───── Records for processing
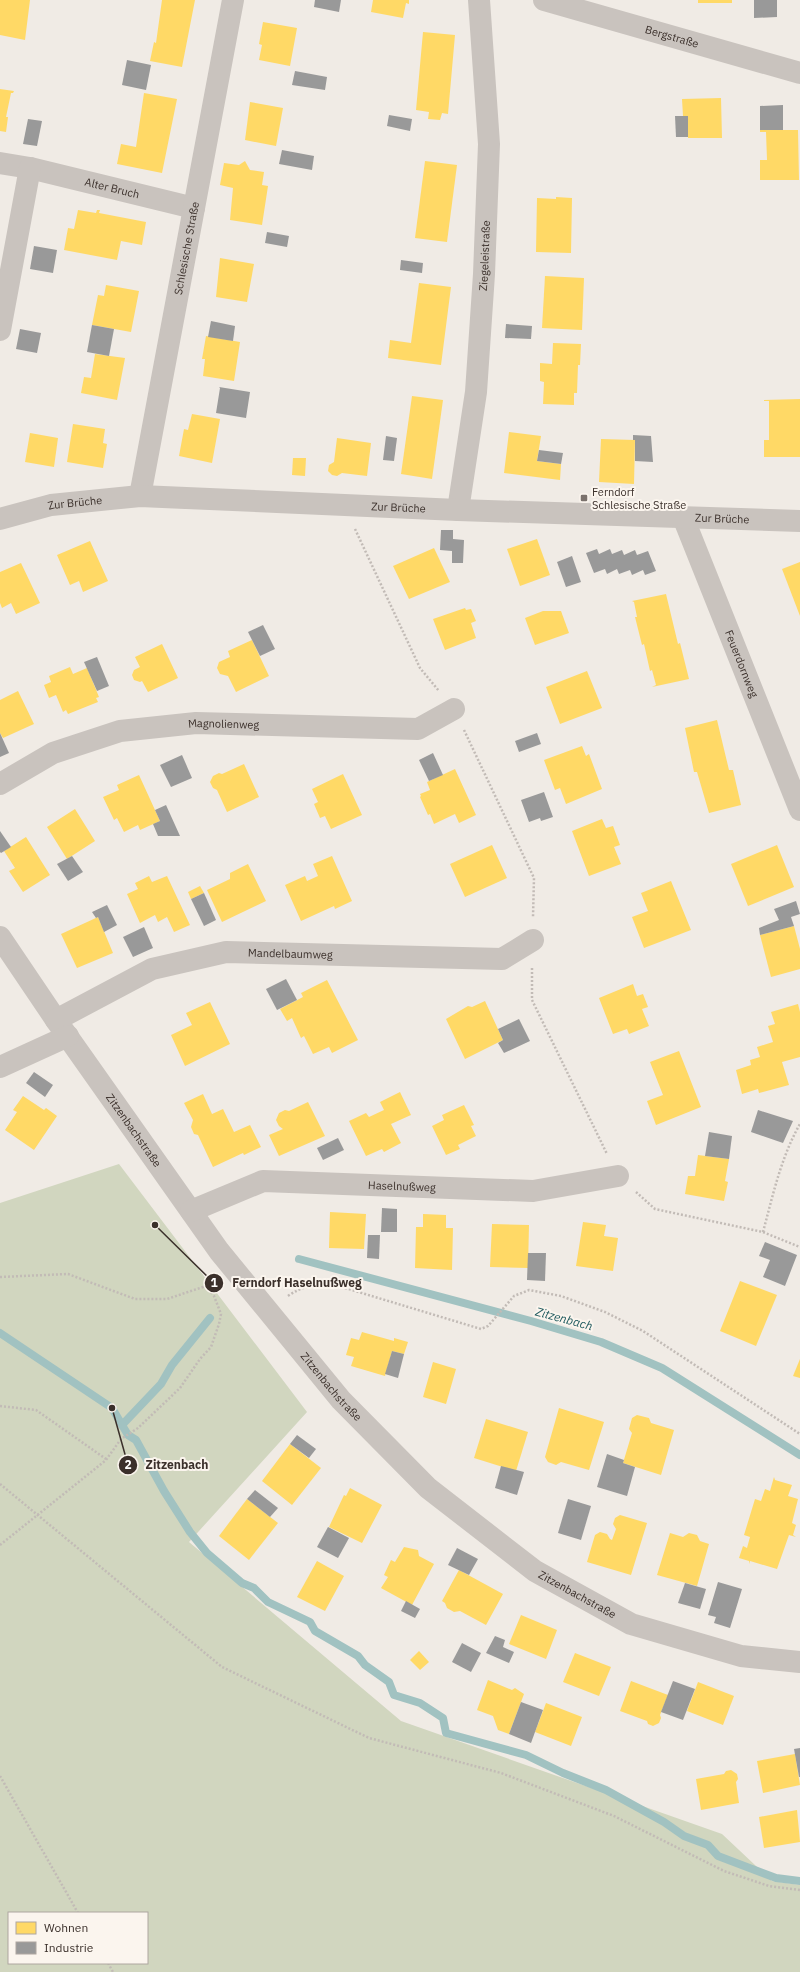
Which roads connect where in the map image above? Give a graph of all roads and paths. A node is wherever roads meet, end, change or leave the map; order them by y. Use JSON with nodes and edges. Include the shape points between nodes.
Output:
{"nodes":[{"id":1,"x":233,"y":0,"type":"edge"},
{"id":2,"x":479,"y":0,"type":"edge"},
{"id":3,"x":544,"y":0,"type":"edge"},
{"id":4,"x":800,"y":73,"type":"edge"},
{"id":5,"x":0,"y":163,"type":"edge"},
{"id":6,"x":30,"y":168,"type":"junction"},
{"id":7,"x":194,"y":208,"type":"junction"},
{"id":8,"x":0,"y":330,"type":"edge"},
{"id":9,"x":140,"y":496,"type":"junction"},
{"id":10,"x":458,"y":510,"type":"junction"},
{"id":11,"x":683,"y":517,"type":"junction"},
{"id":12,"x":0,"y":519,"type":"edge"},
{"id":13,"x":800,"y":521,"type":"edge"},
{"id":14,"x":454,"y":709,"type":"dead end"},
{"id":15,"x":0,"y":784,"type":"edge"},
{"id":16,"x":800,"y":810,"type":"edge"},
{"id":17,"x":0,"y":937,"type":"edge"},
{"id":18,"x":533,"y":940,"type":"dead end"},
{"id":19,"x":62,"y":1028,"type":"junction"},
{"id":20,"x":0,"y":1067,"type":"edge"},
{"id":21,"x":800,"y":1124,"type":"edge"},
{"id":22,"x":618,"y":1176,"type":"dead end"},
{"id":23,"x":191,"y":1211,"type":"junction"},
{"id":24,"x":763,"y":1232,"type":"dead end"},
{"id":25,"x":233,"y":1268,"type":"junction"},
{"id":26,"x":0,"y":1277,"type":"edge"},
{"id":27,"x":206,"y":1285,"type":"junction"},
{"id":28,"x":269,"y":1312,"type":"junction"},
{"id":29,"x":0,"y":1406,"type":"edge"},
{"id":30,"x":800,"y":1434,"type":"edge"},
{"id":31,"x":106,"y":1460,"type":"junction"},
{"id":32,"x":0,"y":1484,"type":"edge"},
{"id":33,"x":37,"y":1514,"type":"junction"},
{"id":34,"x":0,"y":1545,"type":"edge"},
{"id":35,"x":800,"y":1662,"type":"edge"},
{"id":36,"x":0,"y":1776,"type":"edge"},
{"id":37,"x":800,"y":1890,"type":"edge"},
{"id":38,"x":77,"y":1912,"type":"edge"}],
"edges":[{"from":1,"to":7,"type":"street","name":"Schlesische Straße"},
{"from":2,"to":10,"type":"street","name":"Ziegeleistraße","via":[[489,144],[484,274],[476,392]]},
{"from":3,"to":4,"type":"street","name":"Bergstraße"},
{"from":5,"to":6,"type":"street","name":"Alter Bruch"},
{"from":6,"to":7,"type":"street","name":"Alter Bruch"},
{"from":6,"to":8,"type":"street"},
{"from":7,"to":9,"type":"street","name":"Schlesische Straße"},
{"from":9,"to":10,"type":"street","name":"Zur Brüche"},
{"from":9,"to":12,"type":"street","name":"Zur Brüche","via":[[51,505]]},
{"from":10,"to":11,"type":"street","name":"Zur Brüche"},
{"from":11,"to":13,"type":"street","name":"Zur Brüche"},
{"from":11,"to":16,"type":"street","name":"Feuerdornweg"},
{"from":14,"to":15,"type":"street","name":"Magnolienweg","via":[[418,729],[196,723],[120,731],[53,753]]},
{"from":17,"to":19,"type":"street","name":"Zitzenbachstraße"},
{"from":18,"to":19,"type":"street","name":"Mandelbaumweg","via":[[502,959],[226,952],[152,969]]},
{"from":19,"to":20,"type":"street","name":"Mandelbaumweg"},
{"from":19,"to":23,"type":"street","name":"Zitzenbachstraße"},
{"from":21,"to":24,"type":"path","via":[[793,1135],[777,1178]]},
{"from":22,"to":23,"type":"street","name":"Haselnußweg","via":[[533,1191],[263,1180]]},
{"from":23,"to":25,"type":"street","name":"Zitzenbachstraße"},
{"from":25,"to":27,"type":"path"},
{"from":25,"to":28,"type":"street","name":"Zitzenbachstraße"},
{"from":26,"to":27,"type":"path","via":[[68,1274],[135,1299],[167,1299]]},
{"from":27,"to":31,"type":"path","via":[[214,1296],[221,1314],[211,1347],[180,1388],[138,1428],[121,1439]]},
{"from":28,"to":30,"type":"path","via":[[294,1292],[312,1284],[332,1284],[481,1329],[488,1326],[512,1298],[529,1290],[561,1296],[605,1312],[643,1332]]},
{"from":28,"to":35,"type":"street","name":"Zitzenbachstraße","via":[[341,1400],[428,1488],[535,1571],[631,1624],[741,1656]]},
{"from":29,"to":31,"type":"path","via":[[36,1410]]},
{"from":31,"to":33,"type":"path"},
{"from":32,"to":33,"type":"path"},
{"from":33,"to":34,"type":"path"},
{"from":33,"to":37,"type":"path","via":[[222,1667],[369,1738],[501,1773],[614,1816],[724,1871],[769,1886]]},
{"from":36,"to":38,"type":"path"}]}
──────────
**What you will do:**
Report how many lines in the data include the word "Brüche". Nothing else is needed.

**Your response:**
4